Al Consiglio d'Europa che suggeriva all'Italia di prendere in considerazione misure alternative alla detenzione, il nuovo Vittorio Emanuele III, Giorgio Napolitano, ipocritamente rispondeva che la sentenza è la "mortificante conferma della incapacità del nostro Stato a garantire i diritti elementari dei reclusi in attesa di giudizio e in esecuzione di pena", ammettendo che, alla vigilia dello scioglimento delle Camere, il Parlamento italiano ha praticamente liquidato la questione, senza assumere alcuna decisione.
Eppure la soluzione alle gravissime carenze di cui soffre il sistema carcerario italiano appare chiara, se si analizzano i dati relativi ai reati che producono i maggiori flussi di ingressi in carcere, la durata della pena da scontare e le nazionalità più rappresentate negli istituti penitenziari.
Infatti, tra i reati maggiormente diffusi si trova quello relativo alla violazione della legge sulle droghe per il quale è stato condannato un numero elevatissimo di persone (38,4%).
Inoltre, nonostante si sia proceduto a modificare il Decreto legislativo n. 286/1998 (che prevedeva la detenzione dei migranti in caso di mancata ottemperanza all'ordine del questore di allontanarsi dal territorio italiano), la percentuale degli stranieri detenuti è rimasta sostanzialmente uguale a quella del 2010. Infatti il 35% dei carcerati in Italia è rappresentato da migranti, la stragrande maggioranza dei quali si trova a scontare una pena a causa dei reati previsti dal Testo Unico sugli stupefacenti.

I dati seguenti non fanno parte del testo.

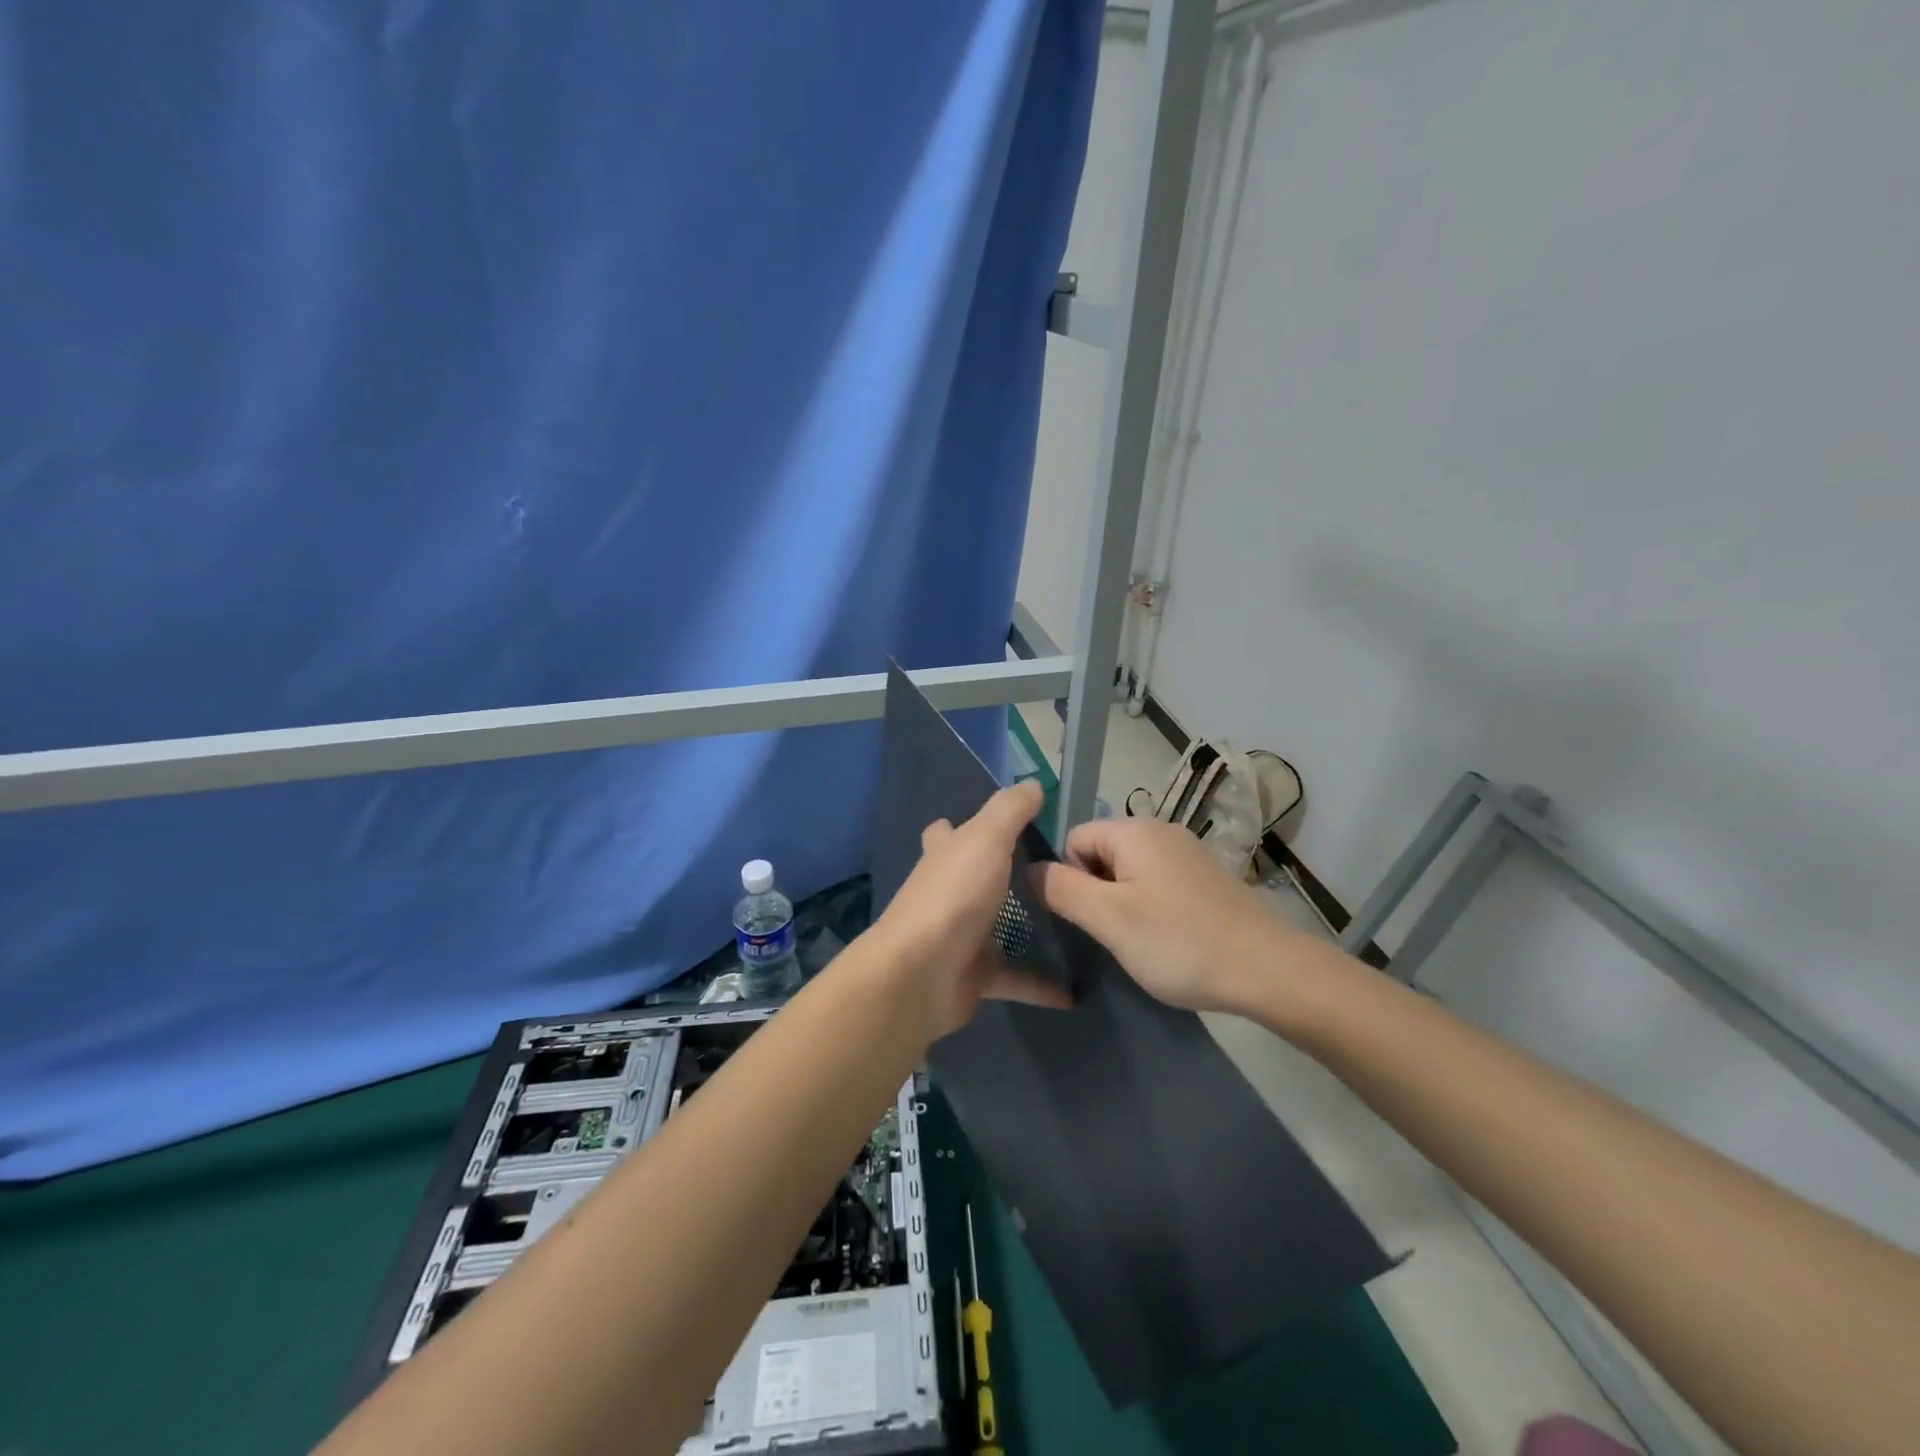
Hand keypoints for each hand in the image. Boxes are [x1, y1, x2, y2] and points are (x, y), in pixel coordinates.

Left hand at [872, 780, 1072, 1040]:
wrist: (920, 975)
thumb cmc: (953, 896)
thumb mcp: (985, 839)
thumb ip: (1009, 810)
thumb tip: (1032, 783)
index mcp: (945, 857)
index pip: (947, 832)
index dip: (964, 824)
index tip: (1004, 826)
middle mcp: (948, 893)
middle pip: (971, 878)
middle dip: (997, 875)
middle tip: (1051, 872)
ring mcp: (959, 936)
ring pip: (995, 928)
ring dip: (1024, 929)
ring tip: (1071, 923)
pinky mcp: (973, 977)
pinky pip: (1014, 979)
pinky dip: (1040, 985)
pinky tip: (1073, 991)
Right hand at [1038, 816, 1303, 1012]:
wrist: (1268, 969)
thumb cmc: (1179, 942)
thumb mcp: (1108, 919)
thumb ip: (1061, 889)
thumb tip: (1029, 869)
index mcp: (1133, 830)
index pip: (1073, 839)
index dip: (1070, 879)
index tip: (1090, 918)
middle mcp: (1159, 830)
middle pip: (1100, 853)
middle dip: (1097, 892)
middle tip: (1114, 933)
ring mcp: (1186, 852)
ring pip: (1128, 872)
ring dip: (1123, 903)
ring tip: (1140, 940)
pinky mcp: (1204, 877)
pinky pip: (1156, 883)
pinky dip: (1151, 907)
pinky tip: (1167, 938)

Sempre stando al bilancio stilato da Antigone, tra i detenuti che al 30 giugno 2012 avevano almeno una condanna definitiva, il 26,5% aveva un residuo pena inferiore ad un anno, il 46,6% inferiore ai due anni mentre il 60,8% inferiore ai tre anni.
La lettura che alcuni politicanti borghesi fanno di questi sconcertanti dati, e della situazione di invivibilità nella quale sono costretti a vivere i detenuti nelle carceri italiane, è totalmente errata. Il forcaiolo Di Pietro, ad esempio, afferma che "bisogna costruire più carceri per tenere dentro i delinquenti e per evitare di metterli fuori ogni due anni". Ma da dove si dovrebbero prendere i fondi per costruire altri istituti penitenziari?
Per il PMLI, invece, le carceri vanno comunque abolite in quanto in regime capitalistico la detenzione ha un carattere unicamente punitivo e non correttivo e rieducativo. Come da sempre ripete il PMLI, occorrono provvedimenti urgenti e adeguati per migliorare l'agibilità degli immobili e delle strutture carcerarie, le condizioni di vita, di alloggio, di vitto e di salute delle detenute e dei detenuti e favorire tutte quelle attività volte al loro recupero sociale.
Intanto urge l'amnistia. Bisogna cioè avviare un'azione normativa che faccia uscire dal carcere i tossicodipendenti e i detenuti reclusi per reati minori con pene fino a quattro anni, attraverso un provvedimento di amnistia che permetterebbe alle carceri italiane di tornare nella legalità contabile e costituzionale borghese.